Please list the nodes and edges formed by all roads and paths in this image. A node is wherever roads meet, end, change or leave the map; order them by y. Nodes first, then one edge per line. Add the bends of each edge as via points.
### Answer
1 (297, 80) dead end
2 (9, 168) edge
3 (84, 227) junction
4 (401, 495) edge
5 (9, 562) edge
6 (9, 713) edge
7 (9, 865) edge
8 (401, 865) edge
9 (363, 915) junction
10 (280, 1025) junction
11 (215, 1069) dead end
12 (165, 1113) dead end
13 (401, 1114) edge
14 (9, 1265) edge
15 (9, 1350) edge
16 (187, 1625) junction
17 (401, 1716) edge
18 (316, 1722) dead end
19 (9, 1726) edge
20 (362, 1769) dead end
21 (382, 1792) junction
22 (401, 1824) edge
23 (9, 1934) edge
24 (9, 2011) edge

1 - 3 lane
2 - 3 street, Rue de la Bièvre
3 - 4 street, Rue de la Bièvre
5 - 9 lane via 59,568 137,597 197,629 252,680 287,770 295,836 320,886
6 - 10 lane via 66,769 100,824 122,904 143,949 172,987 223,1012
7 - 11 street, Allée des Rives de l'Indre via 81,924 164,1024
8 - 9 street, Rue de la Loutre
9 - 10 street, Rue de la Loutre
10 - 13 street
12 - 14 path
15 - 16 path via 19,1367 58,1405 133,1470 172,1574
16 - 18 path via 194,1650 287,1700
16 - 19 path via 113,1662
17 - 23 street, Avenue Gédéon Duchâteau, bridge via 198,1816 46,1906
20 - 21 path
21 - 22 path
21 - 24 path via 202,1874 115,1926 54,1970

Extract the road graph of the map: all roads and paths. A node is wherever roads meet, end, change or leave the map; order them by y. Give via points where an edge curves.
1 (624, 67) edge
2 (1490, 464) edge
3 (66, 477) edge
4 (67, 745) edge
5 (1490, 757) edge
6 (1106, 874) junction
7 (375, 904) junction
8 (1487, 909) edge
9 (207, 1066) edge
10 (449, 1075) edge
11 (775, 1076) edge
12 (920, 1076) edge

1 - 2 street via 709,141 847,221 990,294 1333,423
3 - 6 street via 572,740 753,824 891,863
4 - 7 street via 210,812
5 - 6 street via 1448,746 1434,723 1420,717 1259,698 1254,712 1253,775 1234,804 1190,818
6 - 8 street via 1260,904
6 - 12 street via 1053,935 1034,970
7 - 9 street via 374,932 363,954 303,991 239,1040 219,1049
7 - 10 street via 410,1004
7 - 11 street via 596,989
....................
# Activity
Please return the records above in their exact form.

# Answer for this exercise
Please list the nodes and edges formed by all roads and paths in this image. A node is wherever roads meet, end, change or leave the map; order them by y. Nodes first, then one edge per line. Add the bends of each edge as via points.
### Answer
1 (297, 80) dead end
2 (9, 168) edge
3 (84, 227) junction
4 (401, 495) edge
5 (9, 562) edge
6 (9, 713) edge
7 (9, 865) edge
8 (401, 865) edge
9 (363, 915) junction
10 (280, 1025) junction
11 (215, 1069) dead end
12 (165, 1113) dead end
13 (401, 1114) edge
14 (9, 1265) edge
15 (9, 1350) edge
16 (187, 1625) junction
17 (401, 1716) edge
18 (316, 1722) dead end
19 (9, 1726) edge
20 (362, 1769) dead end
21 (382, 1792) junction
22 (401, 1824) edge
23 (9, 1934) edge
24 (9, 2011) edge

1 - 3 lane
2 - 3 street, Rue de la Bièvre
3 - 4 street, Rue de la Bièvre
5 - 9 lane via 59,568 137,597 197,629 252,680 287,770 295,836 320,886
6 - 10 lane via 66,769 100,824 122,904 143,949 172,987 223,1012
7 - 11 street, Allée des Rives de l'Indre via 81,924 164,1024
8 - 9 street, Rue de la Loutre
9 - 10 street, Rue de la Loutre
10 - 13 street
12 - 14 path
15 - 16 path via 19,1367 58,1405 133,1470 172,1574
16 - 18 path via 194,1650 287,1700
16 - 19 path via 113,1662
17 - 23 street, Avenue Gédéon Duchâteau, bridge via 198,1816 46,1906
20 - 21 path
21 - 22 path
21 - 24 path via 202,1874 115,1926 54,1970

Extract the road graph of the map: all roads and paths. A node is wherever roads meet, end, change or leave the map; order them by y. Give via points where an edge curves.
1 (624, 67) edge
2 (1490, 464) edge
3 (66, 477) edge
4 (67, 745) edge
5 (1490, 757) edge
6 (1106, 874) junction
7 (375, 904) junction
8 (1487, 909) edge
9 (207, 1066) edge
10 (449, 1075) edge
11 (775, 1076) edge
12 (920, 1076) edge

1 - 2 street via 709,141 847,221 990,294 1333,423
3 - 6 street via 572,740 753,824 891,863
4 - 7 street via 210,812
5 - 6 street via 1448,746 1434,723 1420,717 1259,698 1254,712 1253,775 1234,804 1190,818
6 - 8 street via 1260,904
6 - 12 street via 1053,935 1034,970
7 - 9 street via 374,932 363,954 303,991 239,1040 219,1049
7 - 10 street via 410,1004
7 - 11 street via 596,989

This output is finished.